I was in front of the barricade which was directly next to the stage you were going to stand on. I managed to be within the first ten fans entering the concert arena. And to be honest, I still couldn’t believe I was actually there. I was feeling so many emotions at once. Love, excitement, nervousness, fear, hope. The moment I’d been waiting for arrived.

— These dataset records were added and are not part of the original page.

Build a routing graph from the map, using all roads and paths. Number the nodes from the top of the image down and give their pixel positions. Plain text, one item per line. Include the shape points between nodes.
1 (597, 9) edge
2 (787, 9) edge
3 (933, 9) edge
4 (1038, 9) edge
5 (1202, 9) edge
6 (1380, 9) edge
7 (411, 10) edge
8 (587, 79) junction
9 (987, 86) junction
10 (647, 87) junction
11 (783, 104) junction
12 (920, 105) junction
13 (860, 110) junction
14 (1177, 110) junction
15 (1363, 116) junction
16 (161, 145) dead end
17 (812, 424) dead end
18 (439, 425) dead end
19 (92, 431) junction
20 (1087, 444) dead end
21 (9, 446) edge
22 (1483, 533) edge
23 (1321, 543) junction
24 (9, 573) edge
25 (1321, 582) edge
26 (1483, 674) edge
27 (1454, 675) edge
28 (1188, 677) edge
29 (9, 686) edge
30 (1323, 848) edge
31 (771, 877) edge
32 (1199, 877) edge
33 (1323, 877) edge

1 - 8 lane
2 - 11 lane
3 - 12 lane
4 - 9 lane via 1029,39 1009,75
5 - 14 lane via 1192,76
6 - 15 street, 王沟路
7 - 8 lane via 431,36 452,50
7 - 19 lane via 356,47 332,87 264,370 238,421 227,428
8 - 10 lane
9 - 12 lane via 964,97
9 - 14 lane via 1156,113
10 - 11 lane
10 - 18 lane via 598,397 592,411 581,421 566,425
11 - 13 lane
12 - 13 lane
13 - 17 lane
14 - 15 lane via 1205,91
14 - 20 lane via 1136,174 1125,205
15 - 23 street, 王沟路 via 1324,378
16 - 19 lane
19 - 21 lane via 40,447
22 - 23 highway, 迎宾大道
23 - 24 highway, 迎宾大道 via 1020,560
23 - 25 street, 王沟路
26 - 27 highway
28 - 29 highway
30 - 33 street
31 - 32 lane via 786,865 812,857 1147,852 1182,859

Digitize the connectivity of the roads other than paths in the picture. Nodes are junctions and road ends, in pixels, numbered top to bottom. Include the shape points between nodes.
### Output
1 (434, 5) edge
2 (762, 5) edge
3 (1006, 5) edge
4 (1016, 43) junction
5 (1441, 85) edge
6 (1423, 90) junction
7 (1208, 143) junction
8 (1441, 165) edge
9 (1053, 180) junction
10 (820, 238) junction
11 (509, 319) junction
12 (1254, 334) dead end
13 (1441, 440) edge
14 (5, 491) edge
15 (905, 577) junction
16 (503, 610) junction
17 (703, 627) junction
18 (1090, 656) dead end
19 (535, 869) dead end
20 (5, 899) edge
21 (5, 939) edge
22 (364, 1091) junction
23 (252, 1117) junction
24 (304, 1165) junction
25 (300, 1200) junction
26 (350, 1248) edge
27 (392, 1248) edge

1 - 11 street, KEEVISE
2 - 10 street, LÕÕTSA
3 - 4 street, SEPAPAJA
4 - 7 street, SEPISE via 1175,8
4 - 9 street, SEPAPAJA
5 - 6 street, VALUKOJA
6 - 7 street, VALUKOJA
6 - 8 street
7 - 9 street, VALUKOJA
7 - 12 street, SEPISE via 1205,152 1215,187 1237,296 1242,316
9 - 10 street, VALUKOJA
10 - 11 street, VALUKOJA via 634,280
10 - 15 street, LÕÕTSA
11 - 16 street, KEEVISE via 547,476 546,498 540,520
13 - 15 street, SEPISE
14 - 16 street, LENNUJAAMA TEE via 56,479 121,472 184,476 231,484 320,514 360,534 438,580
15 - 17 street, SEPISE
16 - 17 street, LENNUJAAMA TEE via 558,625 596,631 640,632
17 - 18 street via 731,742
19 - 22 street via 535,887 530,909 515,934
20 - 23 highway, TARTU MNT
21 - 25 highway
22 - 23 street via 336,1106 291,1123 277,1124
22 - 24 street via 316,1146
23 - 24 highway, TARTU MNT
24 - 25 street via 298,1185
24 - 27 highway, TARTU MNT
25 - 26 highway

Insane, right? The moment that would change my future. It’d decide everything. Whether everything I’d done was worth it or not, whether I’d be happy or not, whether I’d be able to live or not. Whether it would be you and me, or not. It was such a scary thought. What if nothing would go by plan and my whole life would get ruined? I was so scared. But I wasn’t going to think about this. I was just going to focus on the excitement and love I felt. I was going to record you on my most beautiful moment in my life. I was so nervous. My heart had never beaten this fast before, I felt like I was going insane. I couldn’t wait to give you the ring. I was at the front, so I hoped you’d see me. You’d have to. Please.
Finally – you were coming on stage. You just came in front of my eyes. For the first time. I was screaming my lungs out. I was crying. I felt like I was going to faint or die, I didn’t know. How were you real? How was I so lucky to see you with my own eyes? You were so beautiful that I was scared. What if you’d disappear? You were shining more than anything else, it’d been like this for eternity. You were the brightest star in my universe. Your face and body were perfect. And the suit you were wearing that night. Oh, the man you were.
“Hello everyone! Let’s have some fun tonight! I love you!”
Your voice. Your beautiful voice I’d heard for more than a million times. But it was billions of times more beautiful than I’d ever imagined. You started to sing and I was convinced I was in heaven. All of this seemed like a dream. I was scared I’d lose you. I loved you so much. I wouldn’t be able to handle your disappearance.
While I was singing, actually screaming, along, I waved at you. You were so near. Your eyes were looking through the crowd and landed on me. I stopped screaming. My heart started exploding. You were still looking at me, I was still looking at you. In this huge room, there was only you. And me. Time stood still while we were looking at each other for the first time in our existence. And I fell in love with you all over again. It felt like love at first sight. Did you feel the same? I didn’t know how to act while you were looking at me. Why me? Your eyes met mine for a few long seconds. I couldn’t help myself but smile at you, as I wanted you to feel the unreal, endless amount of love I had for you. You were smiling back. Your lips were forming your soft, shy, genuine smile. And I was so in love with you that no words could ever be enough for my feelings.
Whenever you started to look at your other admirers and danced all over the stage, you somehow always ended up in front of me and looked into my eyes. Was I just making this up and imagining? I truly wanted to believe that the things I was noticing were real, so I decided I was just going to enjoy the moment and your presence. Looking at the person I’d wanted to look at for a long time made me feel something new. The person I loved most and the only one who made me love love, who made me love life. I was happier than ever.